Keyword Extraction That Actually Works (In Python)

Last winter I built a tiny web scraper to pull competitor blog posts for a quick content analysis… and immediately got humbled. My “top keywords” were basically stopwords wearing a fake mustache. That was the moment I stopped treating keyword extraction like a checkbox and started treating it like a small craft: text preprocessing, candidate keywords, and a method that matches the job (SEO optimization vs semantic search).

1) The time my ‘keywords’ were just… “the”

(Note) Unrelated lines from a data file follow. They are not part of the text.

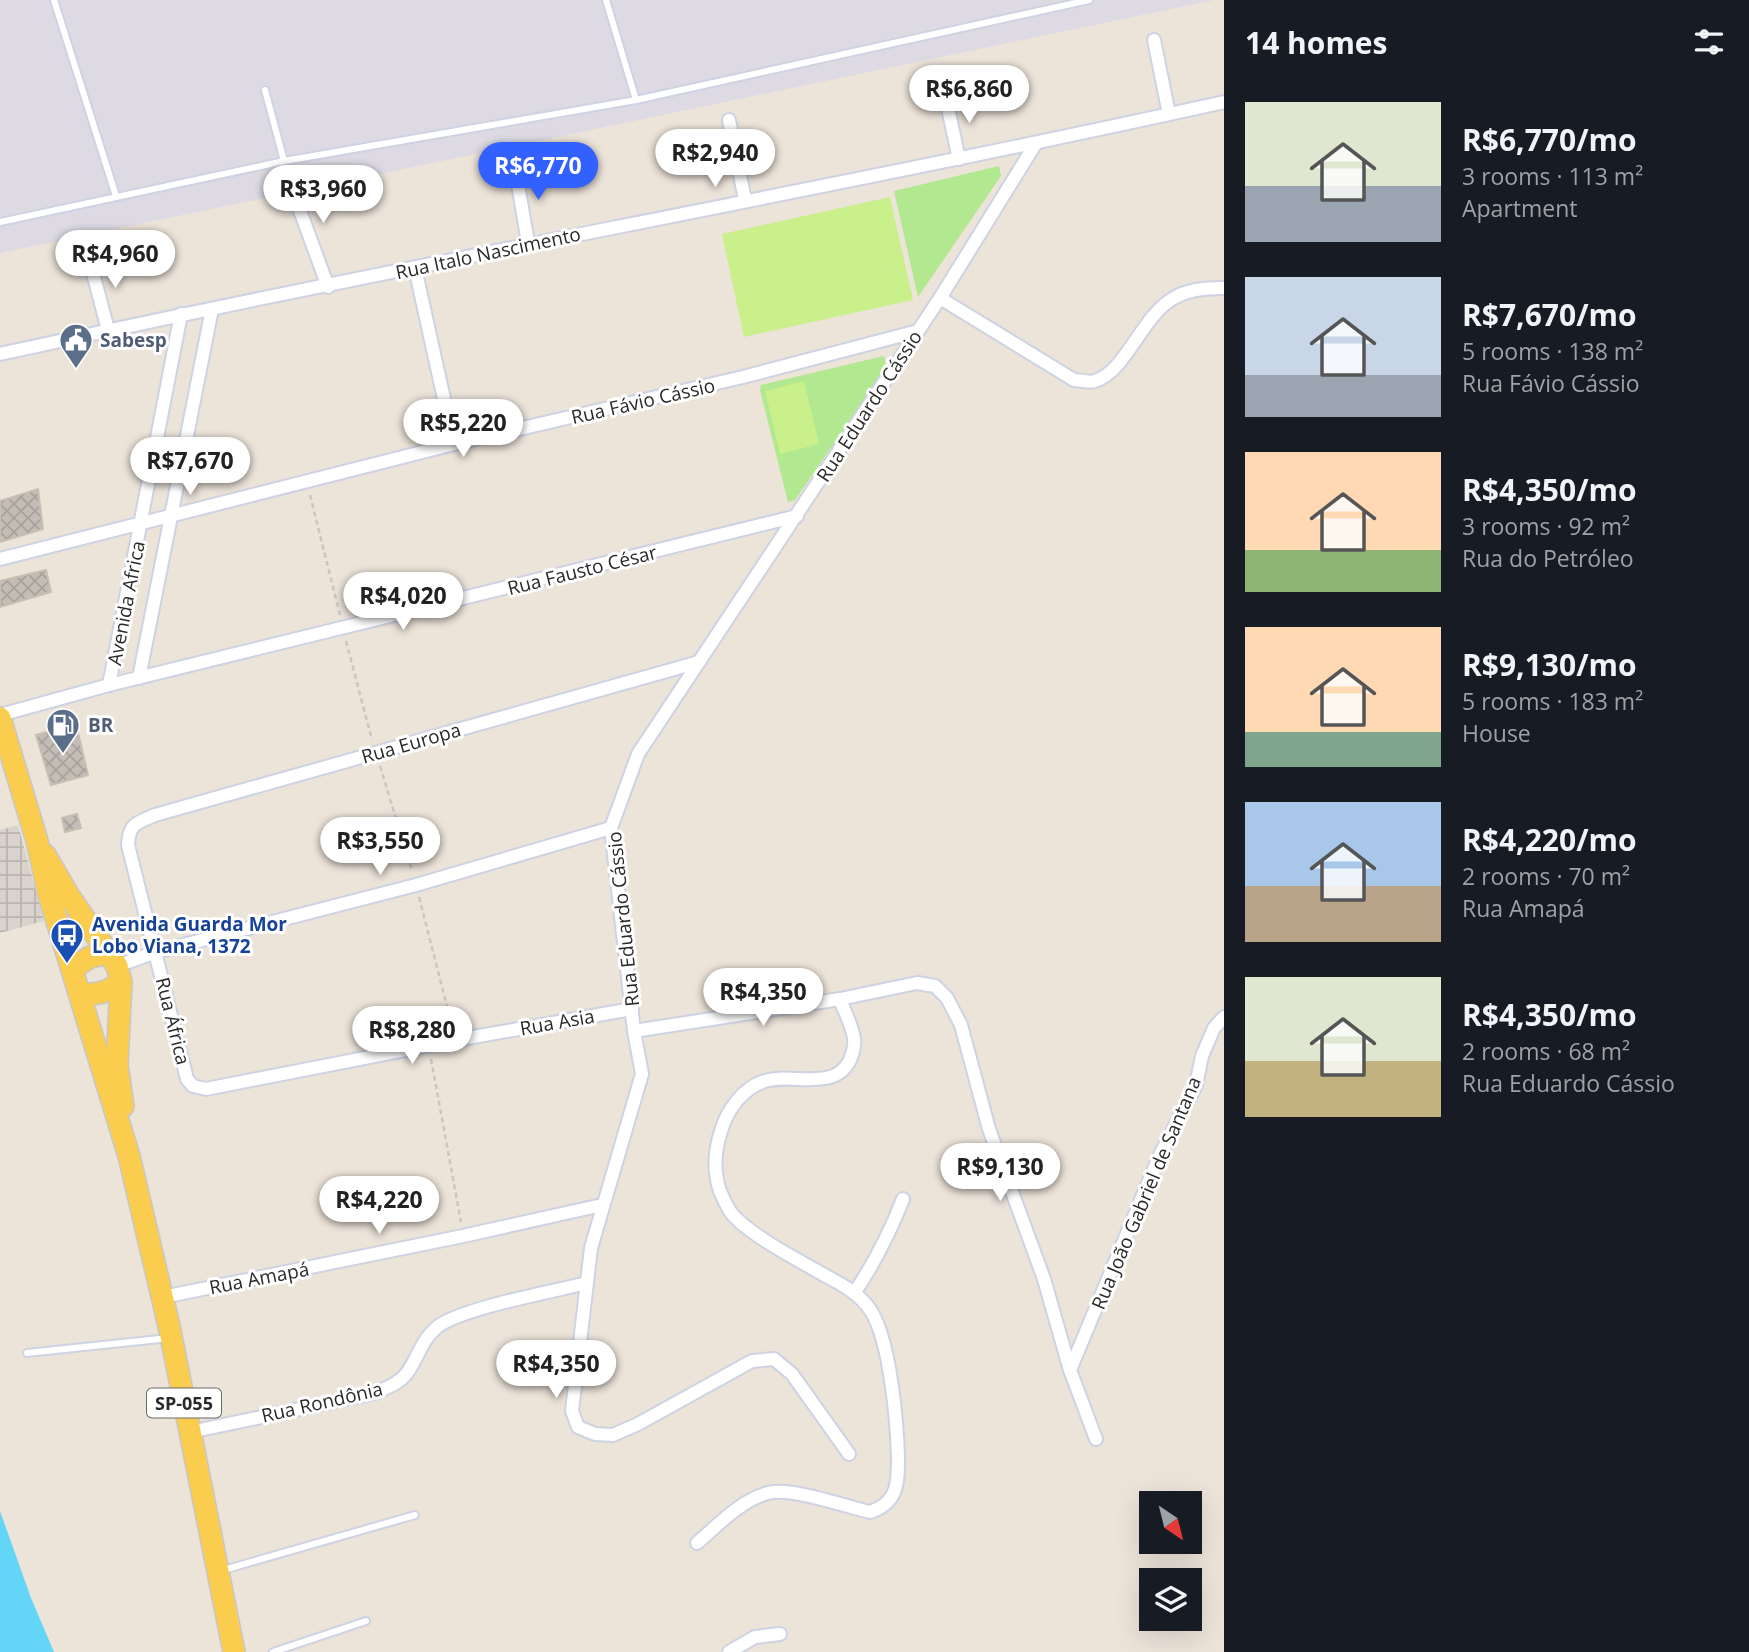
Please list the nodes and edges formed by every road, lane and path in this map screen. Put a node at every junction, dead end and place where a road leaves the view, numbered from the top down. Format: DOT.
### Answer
graph roads {
  1 [pos="54,0"];
  2 [pos="606,0"];
  3 [pos="1089,0"];
  4 [pos="1154,40"];
  5 [pos="265,90"];
  6 [pos="946,99"];
  7 [pos="636,100"];
  8 [pos="1224,102"];
  9 [pos="1169,114"];
  10 [pos="729,120"];
  11 [pos="1036,142"];
  12 [pos="959,159"];
  13 [pos="284,161"];
  14 [pos="515,167"];
  15 [pos="287,175"];
  16 [pos="116,196"];
  17 [pos="745,200"];
  18 [pos="0,222"];
  19 [pos="528,243"];
  20 [pos="89,258"];
  21 [pos="415,268"];
  22 [pos="328,287"];
  23 [pos="1224,288"];
  24 [pos="940,298"];
  25 [pos="212,309"];
  26 [pos="181,314"];
  27 [pos="108,330"];
  28 [pos="918,331"];
  29 [pos="0,354"];
  30 [pos="454,444"];
  31 [pos="169,516"];
  32 [pos="797,516"];
  33 [pos="142,523"];
  34 [pos="0,559"];
  35 [pos="699,662"];
  36 [pos="139,678"];
  37 [pos="109,685"];
  38 [pos="0,717"];
  39 [pos="611,828"];
  40 [pos="129,832"];
  41 [pos="37,841"];
  42 [pos="156,952"];
  43 [pos="116,967"];
  44 [pos="72,969"];
  45 [pos="80,993"];
  46 [pos="840,999"];
  47 [pos="632,1009"];
  48 [pos="1224,1017"];
  49 [pos="634,1031"];
  50 [pos="429,1046"];
  51 [pos="192,1086"];
  52 [pos="129,1156"];
  53 [pos="903,1199"];
  54 [pos="602,1205"];
  55 [pos="463,1236"];
  56 [pos="587,1283"];
  57 [pos="855,1292"];
  58 [pos="163,1297"];
  59 [pos="171,1337"];
  60 [pos="27,1353"];
  61 [pos="1070,1370"];
  62 [pos="190,1432"];
  63 [pos="1096,1439"];
  64 [pos="849,1454"];
  65 [pos="415,1515"];
  66 [pos="697,1543"];
  67 [pos="218,1571"];
  68 [pos="366,1621"];
  69 [pos="780,1634"];
  70 [pos="234,1652"];
  71 [pos="273,1652"];
  72 [pos="729,1652"];
  1 -- 16 [label="lane"];
  2 -- 7 [label="lane"];
  3 -- 7 [label="lane"];
  4 -- 9 [label="street"];
  5 -- 13 [label="lane"];
  6 -- 12 [label="street"];
  7 -- 13 [label="lane"];
  8 -- 9 [label="street, Rua Italo Nascimento"];
  9 -- 11 [label="street, Rua Italo Nascimento"];
  10 -- 17 [label="street"];
  11 -- 12 [label="street, Rua Italo Nascimento"];
  11 -- 24 [label="street, Rua Eduardo Cássio"];
  12 -- 17 [label="street, Rua Italo Nascimento"];
  13 -- 16 [label="lane"];
  14 -- 19 [label="street"];
  15 -- 22 [label="street"];
  16 -- 18 [label="lane"];
  17 -- 19 [label="street, Rua Italo Nascimento"];
  19 -- 21 [label="street, Rua Italo Nascimento"];
  20 -- 27 [label="street"];
  21 -- 22 [label="street, Rua Italo Nascimento"];
  21 -- 30 [label="street"];
  22 -- 25 [label="street, Rua Italo Nascimento"];
  23 -- 24 [label="street"];
  24 -- 28 [label="street, Rua Eduardo Cássio"];
  25 -- 26 [label="street, Rua Italo Nascimento"];
  25 -- 31 [label="street, Avenida Africa"];
  26 -- 27 [label="street, Rua Italo Nascimento"];
  26 -- 33 [label="street, Avenida Africa"];
  27 -- 29 [label="street, Rua Italo Nascimento"];
  28 -- 30 [label="street, Rua Fávio Cássio"];
  28 -- 32 [label="street, Rua Eduardo Cássio"];
  30 -- 31 [label="street, Rua Fávio Cássio"];
  31 -- 33 [label="street, Rua Fávio Cássio"];
  31 -- 36 [label="street, Avenida Africa"];
  32 -- 35 [label="street, Rua Eduardo Cássio"];
  32 -- 36 [label="street, Rua Fausto César"];
  33 -- 34 [label="street, Rua Fávio Cássio"];
  33 -- 37 [label="street, Avenida Africa"];
  35 -- 39 [label="street, Rua Eduardo Cássio"];
  35 -- 40 [label="street, Rua Europa"];
  36 -- 37 [label="street, Rua Fausto César"];
  37 -- 38 [label="street, Rua Fausto César"];
  38 -- 41 [label="main road, SP-055"];
  39 -- 42 [label="street"];
  39 -- 47 [label="street, Rua Eduardo Cássio"];
  40 -- 42 [label="street, Rua África"];
  41 -- 43 [label="main road, SP-055"];
  41 -- 44 [label="main road, SP-055"];
  42 -- 43 [label="street"];
  42 -- 51 [label="street, Rua África"];
  43 -- 44 [label="main road"];
  43 -- 45 [label="main road"];
  43 -- 52 [label="main road, SP-055"];
  44 -- 45 [label="main road, SP-055"];
  45 -- 52 [label="main road, SP-055"];
  46 -- 49 [label="street"];
  46 -- 57 [label="street"];
  46 -- 61 [label="street"];
  47 -- 49 [label="street, Rua Eduardo Cássio"];
  47 -- 50 [label="street, Rua Asia"];
  48 -- 61 [label="street, Rua João Gabriel de Santana"];
  49 -- 54 [label="street, Rua Eduardo Cássio"];
  50 -- 51 [label="street, Rua Asia"];
  50 -- 55 [label="path"];
  52 -- 58 [label="main road, SP-055"];
  53 -- 57 [label="street"];
  54 -- 55 [label="street, Rua Amapá"];
  54 -- 56 [label="street, Rua Eduardo Cássio"];
  55 -- 58 [label="street, Rua Amapá"];
  56 -- 62 [label="street, Rua Rondônia"];
  56 -- 64 [label="street, Rua Eduardo Cássio"];
  57 -- 66 [label="street"];
  58 -- 59 [label="main road, SP-055"];
  59 -- 60 [label="lane"];
  59 -- 62 [label="main road, SP-055"];
  61 -- 63 [label="street"];
  62 -- 67 [label="main road, SP-055"];
  65 -- 67 [label="lane"];
  67 -- 70 [label="main road, SP-055"];
  68 -- 71 [label="lane"];
  69 -- 72 [label="street"];
}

I once ran frequency counts on document text web scraper and my “top keywords” were: the, and, to . Not exactly content analysis gold.

That’s what happens with zero preprocessing: no cleanup, no stopword filtering, and no clue that multi word phrases matter. Real keyword extraction identifies the most relevant words or phrases from text documents—the handles you grab later. It isn’t summarization or topic modeling.

I use it for SEO briefs, internal search tuning, and tagging a library.
Gut-check: if your top keywords sound like filler, your pipeline is broken.
Airport test: would I say this phrase to find the article later?

“There is no such thing as ‘just text’—what you keep and what you throw away changes what your system can learn.” — Emily M. Bender

2) Text Preprocessing: the unglamorous hero

Text Preprocessing is my make-or-break step: lowercase, punctuation cleanup, normalize whitespace—boring but effective. It shapes frequency analysis , TF-IDF scores, and even downstream graph based ranking like TextRank (one of several unsupervised methods, alongside statistical and embedding-based approaches).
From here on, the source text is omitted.